Press on the Button widget and drag it to the screen.
You can rearrange views as you like. Also changing size is available when pressing arrow on the corner.
Moreover, you can edit your buttons while edit mode is selected on the top right corner.
You can find a widget configuration in the button edit window (on the top right corner). There you can change button name (for example – FLIP) to easier identify its function.
Now let’s change names for all buttons and start editing a “Go” button.
And we are ready to assign motors to created buttons. To do so, in button edit window click ADD TOPIC. In “Select function board” screen there will be a list of all available function boards. Note: you must be connected to the robot. Otherwise no boards will be displayed.
In case of Robot Arm, there will be 2 boards displayed, but in our example only X3-FBI board is shown. Select it (to mark violet) and click Next.
In “Select function” we can see a similar screen, which is already familiar from “explore view” that we discussed earlier. To assign motor to button, select “dc/powerA” (which is our left motor) from the list and click Next. Also, you may click a circle over port inside the board image. It has same functionality as clicking on the item in the list.
In “Fine tune controls” screen some function customisations can be made, but we will set required parameters later. Finally, click Done button.
Success! We mapped out left motor to “Go” button. Now repeat the same steps to add right motor “dc/powerB”. We should see POWERA and POWERB functions listed inside our “Go” button.
When done, click Save and if we try to press “Go” button (remember to swith to play), both wheels start to spin in different directions. Releasing button doesn’t help either, wheels will swap the spinning direction and also won’t stop spinning. This happens because we haven’t configured our added functions and therefore application won’t know how motors should react to a button press.
To fix this situation, let’s edit “Go” button again.
We need to adjust slider’s “Range” to the correct position and set the correct spinning direction “Inverted”.
The “Range” slider values are between -100% and 100% power. You have 2 points that can be set in each direction.
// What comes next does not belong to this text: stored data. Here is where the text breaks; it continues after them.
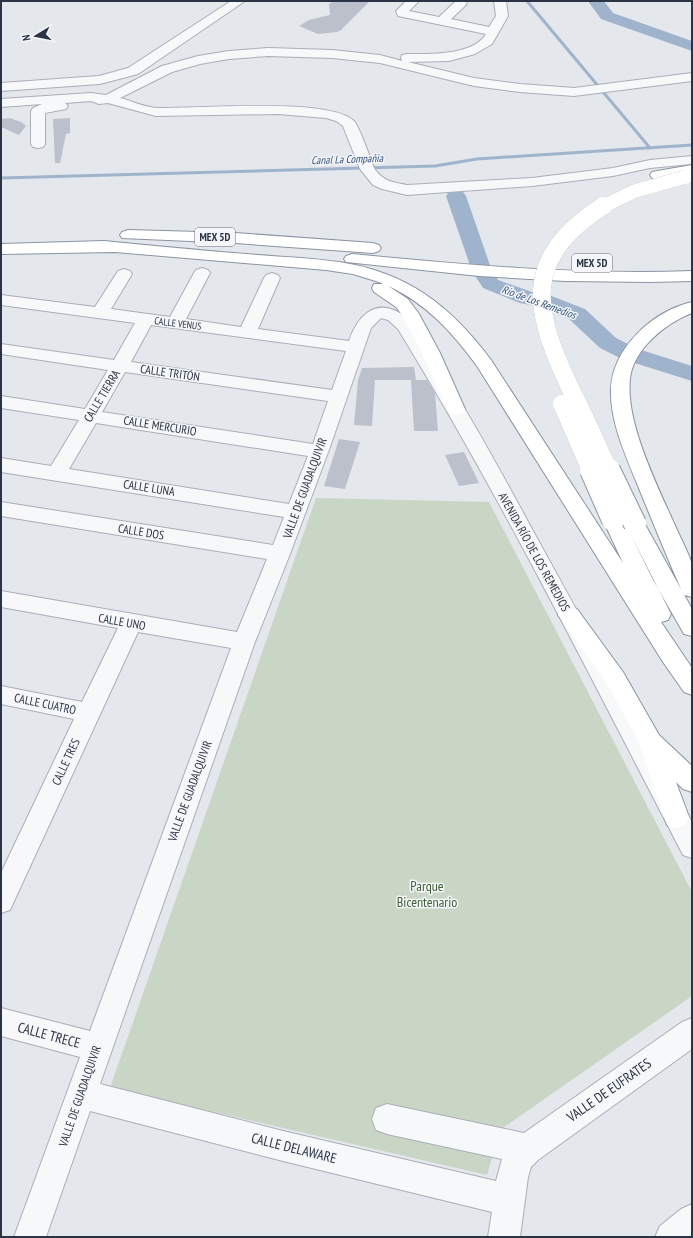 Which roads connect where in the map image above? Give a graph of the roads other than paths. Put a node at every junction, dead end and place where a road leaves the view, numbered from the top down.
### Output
1 (239, 1) edge
2 (412, 1) edge
3 (500, 1) edge
4 (462, 2) dead end
5 (442, 21) junction
6 (493, 32) junction
7 (380, 59) junction
8 (692, 77) edge
9 (1, 87) edge
10 (108, 100) junction
11 (1, 103) edge
12 (38, 144) dead end
13 (692, 160) edge
14 (690, 174) edge
15 (1, 236) edge
16 (104, 246) junction
17 (1, 249) edge
18 (428, 259) junction
19 (692, 261) edge
20 (492, 264) junction
21 (321, 266) junction
22 (202, 273) dead end
23 (124, 274) dead end
24 (692, 276) edge
25 (272, 278) dead end
26 (1, 300) edge
27 (692, 307) edge
28 (100, 314) junction
29 (146, 319) junction
30 (176, 322) junction
31 (247, 333) junction
32 (356, 347) junction
33 (1, 349) edge
34 (120, 365) junction
35 (339, 397) junction
36 (1, 402) edge
37 (456, 409) junction
38 (90, 415) junction
39 (319, 451) junction
40 (1, 465) edge
41 (57, 473) junction
42 (1, 509) edge
43 (296, 512) junction
44 (280, 554) junction
45 (692, 589) edge
46 (1, 599) edge
47 (569, 615) junction
48 (131, 624) junction
49 (692, 628) edge
50 (244, 642) junction
51 (692, 672) edge
52 (692, 686) edge
53 (1, 694) edge
54 (89, 713) junction
55 (648, 737) junction
56 (692, 782) edge
57 (676, 817) junction
58 (692, 846) edge
59 (1, 901) edge
60 (1, 1022) edge
61 (692, 1032) edge
62 (97, 1047) junction
63 (81, 1094) junction
64 (387, 1119) dead end
65 (527, 1149) junction
66 (509, 1200) junction
67 (692, 1220) edge
68 (30, 1237) edge
69 (504, 1237) edge
70 (671, 1237) edge

1 - 9 street
2 - 5 street
3 - 6 street
4 - 5 street
5 - 6 street
6 - 7 street
7 - 8 street
7 - 10 street
10 - 11 street
10 - 12 street
10 - 13 street
14 - 49 highway, bridge
14 - 51 highway, bridge
15 - 18 highway, MEX 5D
16 - 17 highway, MEX 5D
16 - 18 highway, MEX 5D
16 - 21 highway
18 - 20 highway, MEX 5D
19 - 20 highway, MEX 5D
20 - 24 highway, MEX 5D
21 - 37 highway
21 - 52 highway
22 - 30 street
23 - 28 street
25 - 31 street
26 - 28 street, CALLE VENUS
27 - 45 highway
28 - 29 street, CALLE VENUS
29 - 30 street, CALLE VENUS
29 - 34 street, CALLE TIERRA
30 - 31 street, CALLE VENUS
31 - 32 street, CALLE VENUS
32 - 35 street, VALLE DE GUADALQUIVIR
32 - 37 street, AVENIDA RÍO DE LOS REMEDIOS
33 - 34 street, CALLE TRITÓN
34 - 35 street, CALLE TRITÓN
34 - 38 street, CALLE TIERRA
35 - 39 street, VALLE DE GUADALQUIVIR
36 - 38 street, CALLE MERCURIO
37 - 47 street, AVENIDA RÍO DE LOS REMEDIOS
38 - 39 street, CALLE MERCURIO
38 - 41 street, CALLE TIERRA
39 - 43 street, VALLE DE GUADALQUIVIR
40 - 41 street, CALLE LUNA
41 - 43 street, CALLE LUNA
42 - 44 street, CALLE DOS
43 - 44 street, VALLE DE GUADALQUIVIR
44 - 50 street, VALLE DE GUADALQUIVIR
46 - 48 street, CALLE UNO
47 - 55 highway
47 - 57 street, AVENIDA RÍO DE LOS REMEDIOS
48 - 50 street, CALLE UNO
48 - 54 street, CALLE TRES
50 - 62 street, VALLE DE GUADALQUIVIR
53 - 54 street, CALLE CUATRO
54 - 59 street, CALLE TRES
55 - 56 highway
55 - 57 highway
57 - 58 street, AVENIDA RÍO DE LOS REMEDIOS
60 - 62 street, CALLE TRECE
61 - 65 street, VALLE DE EUFRATES
62 - 63 street, VALLE DE GUADALQUIVIR
63 - 66 street, CALLE DELAWARE
63 - 68 street, VALLE DE GUADALQUIVIR
64 - 65 street
65 - 66 street, VALLE DE EUFRATES
66 - 69 street, VALLE DE EUFRATES
67 - 70 street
When button is pressed, it sends right point value to the robot (in our case 100%) and on release – left point value (-100%). This is why the wheel will not stop spinning after releasing a button.
For left wheel (POWERA), we just need to set left point to 0%. Now, when the button is pressed, wheel will spin at 100% power forward, and when released – 0% power. That’s what we wanted.
It is a bit different with the right side wheel motor. We need to spin it backwards in order to move the whole robot forward. So when we press the button, it should be -100% and when we release the button – 0%.
To do so, set a “Range” slider accordingly and enable “Inverted” mode, to swap used slider points. When the button is pressed, left slider point at -100% will spin the wheel backwards and releasing it will select the right slider point at 0%, which stops the motor.
After that, repeat the same steps for all buttons and set functions “Back“, “Right” and “Left” accordingly.
Now get back to your Model view (don’t forget to select play) and try driving your robot. All buttons should make the motors spin correctly and robot should move as expected.
If motor spins incorrectly, simply go to faulty button and adjust configuration for that motor.
If two buttons are pressed at the same time, their values for motor are combined.
Now the only thing left is Servo motor.
Edit “Flip” button and here we have the same configuration. What is different here, is that Servo motor spins to a certain degree (from 0° to 180°). In this case “Range” values represent Servo position degree: -100% – 0°; 0% – 90°; 100% – 180°.
Adjust the slider to set the Servo motor minimum and maximum spinning angles. Each robot needs a different adjustment of angles.
In this example, if we press the “Flip” button, Servo motor spins to 167° (50%), and when released – 56° (-50%).
Click “Inverted” if swapped movement is required.
And it’s done! Your robot is ready to play!